→ **What the task requires**
Show all lines from the data that include the word "الشيخ".

▼

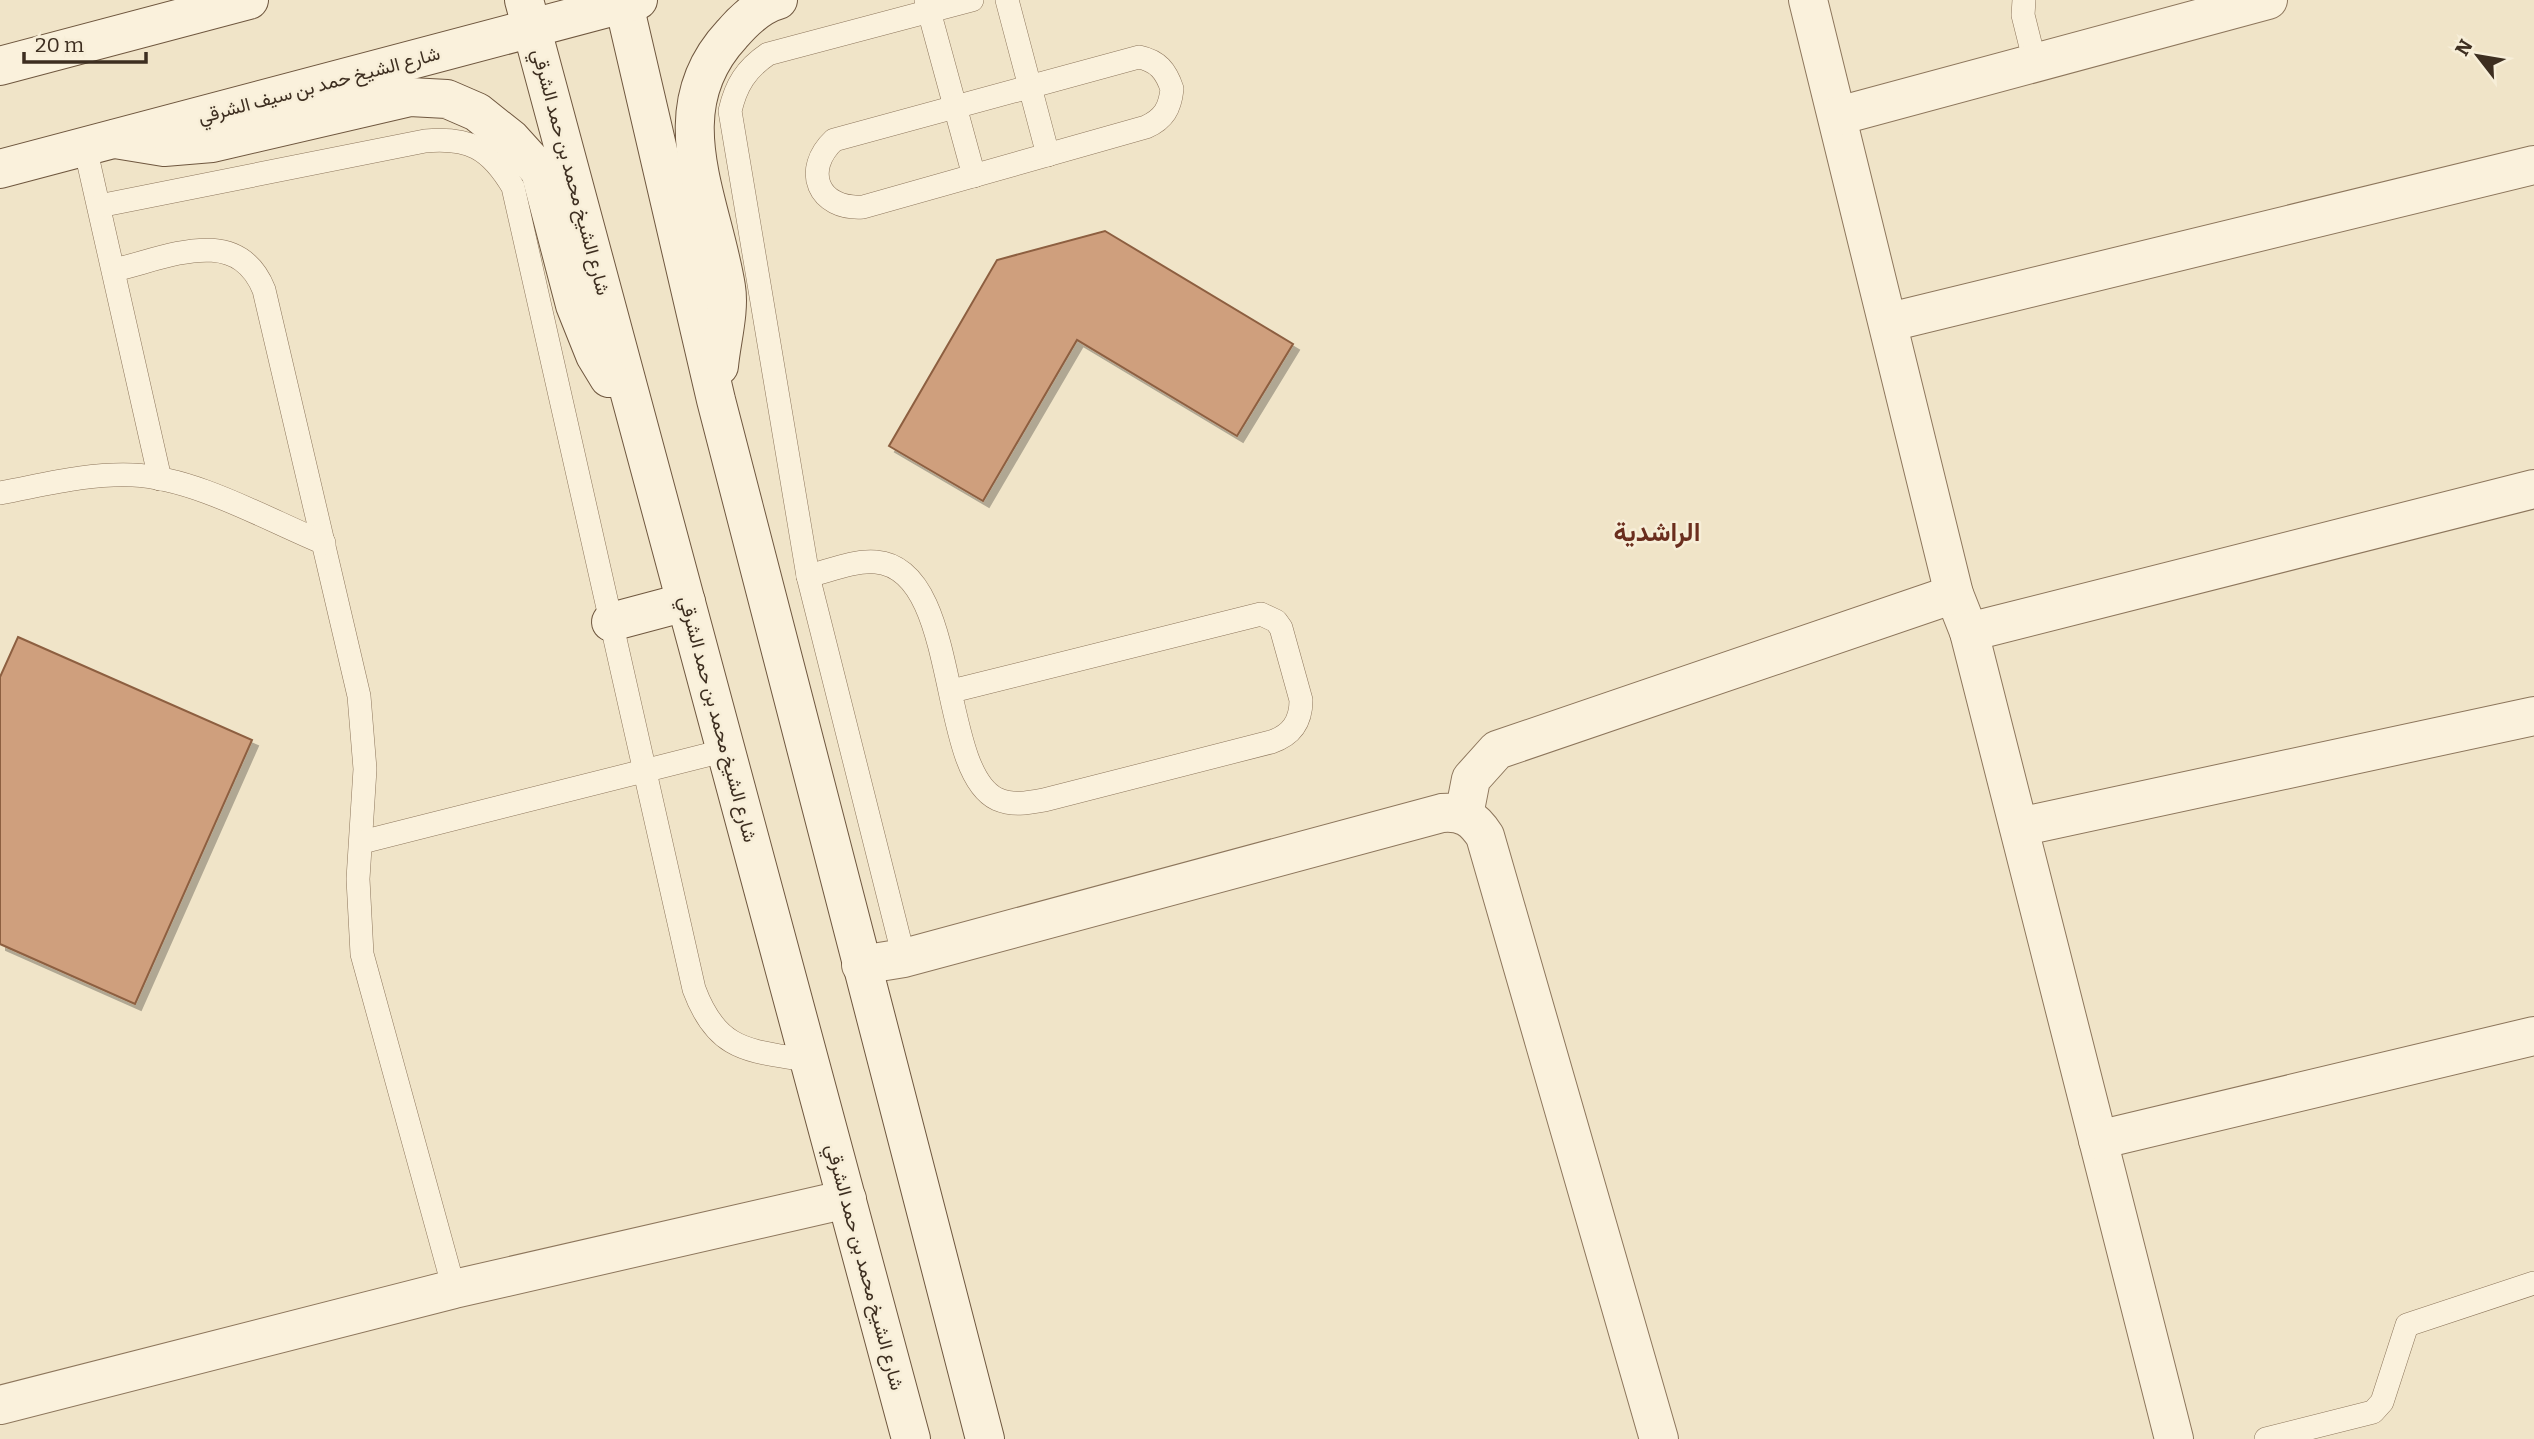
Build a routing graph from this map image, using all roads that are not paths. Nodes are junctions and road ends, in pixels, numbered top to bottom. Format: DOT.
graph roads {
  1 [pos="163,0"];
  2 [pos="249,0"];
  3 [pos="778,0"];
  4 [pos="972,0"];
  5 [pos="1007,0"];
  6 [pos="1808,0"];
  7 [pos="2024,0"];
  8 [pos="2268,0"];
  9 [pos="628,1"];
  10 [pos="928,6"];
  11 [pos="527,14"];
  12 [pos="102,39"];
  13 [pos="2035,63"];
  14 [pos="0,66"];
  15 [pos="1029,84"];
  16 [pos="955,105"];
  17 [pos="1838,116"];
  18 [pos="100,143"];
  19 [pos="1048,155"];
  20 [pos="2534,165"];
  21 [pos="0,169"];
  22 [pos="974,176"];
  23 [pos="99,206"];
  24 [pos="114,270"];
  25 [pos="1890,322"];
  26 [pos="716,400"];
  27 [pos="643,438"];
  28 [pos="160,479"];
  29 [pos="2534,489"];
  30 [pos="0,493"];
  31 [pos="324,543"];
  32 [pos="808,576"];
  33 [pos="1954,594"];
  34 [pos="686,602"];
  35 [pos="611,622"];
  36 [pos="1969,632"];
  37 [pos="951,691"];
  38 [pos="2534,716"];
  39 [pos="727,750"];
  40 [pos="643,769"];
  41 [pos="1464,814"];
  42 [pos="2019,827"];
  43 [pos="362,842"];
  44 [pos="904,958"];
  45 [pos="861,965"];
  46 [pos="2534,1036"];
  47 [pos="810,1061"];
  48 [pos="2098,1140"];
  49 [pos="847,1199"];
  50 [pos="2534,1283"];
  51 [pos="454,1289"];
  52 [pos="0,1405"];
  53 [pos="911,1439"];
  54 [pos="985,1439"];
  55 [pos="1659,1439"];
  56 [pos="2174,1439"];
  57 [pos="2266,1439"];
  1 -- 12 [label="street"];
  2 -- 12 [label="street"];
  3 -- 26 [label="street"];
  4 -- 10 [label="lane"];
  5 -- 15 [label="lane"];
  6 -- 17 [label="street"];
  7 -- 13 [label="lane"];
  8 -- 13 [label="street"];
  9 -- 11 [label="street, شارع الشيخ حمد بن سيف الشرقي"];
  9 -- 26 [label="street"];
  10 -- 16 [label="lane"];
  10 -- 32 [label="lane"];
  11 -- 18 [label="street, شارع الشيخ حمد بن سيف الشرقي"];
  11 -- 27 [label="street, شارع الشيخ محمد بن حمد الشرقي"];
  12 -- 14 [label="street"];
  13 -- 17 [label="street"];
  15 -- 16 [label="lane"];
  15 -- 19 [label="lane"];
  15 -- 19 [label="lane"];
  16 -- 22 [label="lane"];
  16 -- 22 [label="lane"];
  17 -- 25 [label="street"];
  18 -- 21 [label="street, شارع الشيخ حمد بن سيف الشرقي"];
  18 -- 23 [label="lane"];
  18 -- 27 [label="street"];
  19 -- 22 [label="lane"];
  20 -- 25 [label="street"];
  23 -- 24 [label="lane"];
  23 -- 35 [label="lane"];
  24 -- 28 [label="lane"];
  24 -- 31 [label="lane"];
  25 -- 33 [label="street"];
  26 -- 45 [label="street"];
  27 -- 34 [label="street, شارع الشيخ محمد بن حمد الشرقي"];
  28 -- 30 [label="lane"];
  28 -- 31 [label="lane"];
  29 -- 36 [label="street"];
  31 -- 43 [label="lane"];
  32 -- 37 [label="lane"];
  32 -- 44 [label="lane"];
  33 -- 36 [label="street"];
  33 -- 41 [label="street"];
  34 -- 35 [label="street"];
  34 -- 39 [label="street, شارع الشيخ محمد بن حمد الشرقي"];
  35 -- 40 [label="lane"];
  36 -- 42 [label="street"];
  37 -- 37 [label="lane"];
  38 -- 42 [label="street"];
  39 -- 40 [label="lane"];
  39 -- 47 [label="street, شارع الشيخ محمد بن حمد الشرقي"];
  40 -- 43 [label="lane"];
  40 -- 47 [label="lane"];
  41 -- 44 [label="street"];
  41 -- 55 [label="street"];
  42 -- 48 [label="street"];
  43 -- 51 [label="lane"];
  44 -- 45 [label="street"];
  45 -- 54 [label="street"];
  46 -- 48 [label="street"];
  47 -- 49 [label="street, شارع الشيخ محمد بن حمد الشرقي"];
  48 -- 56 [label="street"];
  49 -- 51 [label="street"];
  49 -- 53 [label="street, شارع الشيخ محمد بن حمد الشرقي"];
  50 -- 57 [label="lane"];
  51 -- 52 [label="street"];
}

▲

→ **The completed task**
  9 -- 11 [label="street, شارع الشيخ حمد بن سيف الشرقي"];
  11 -- 18 [label="street, شارع الشيخ حمد بن سيف الشرقي"];
  11 -- 27 [label="street, شارع الشيخ محمد بن حمد الشرقي"];
  18 -- 21 [label="street, شارع الشيخ حمد بن سيف الشرقي"];
  27 -- 34 [label="street, شارع الشيخ محمد بن حمد الشرقي"];
  34 -- 39 [label="street, شارع الشيخ محمد بن حمد الشرقي"];
  39 -- 47 [label="street, شارع الشيخ محمد بن حمد الشرقي"];
  47 -- 49 [label="street, شارع الشيخ محمد بن حمد الشرقي"];
  49 -- 53 [label="street, شارع الشيخ محمد بن حمد الشرقي"];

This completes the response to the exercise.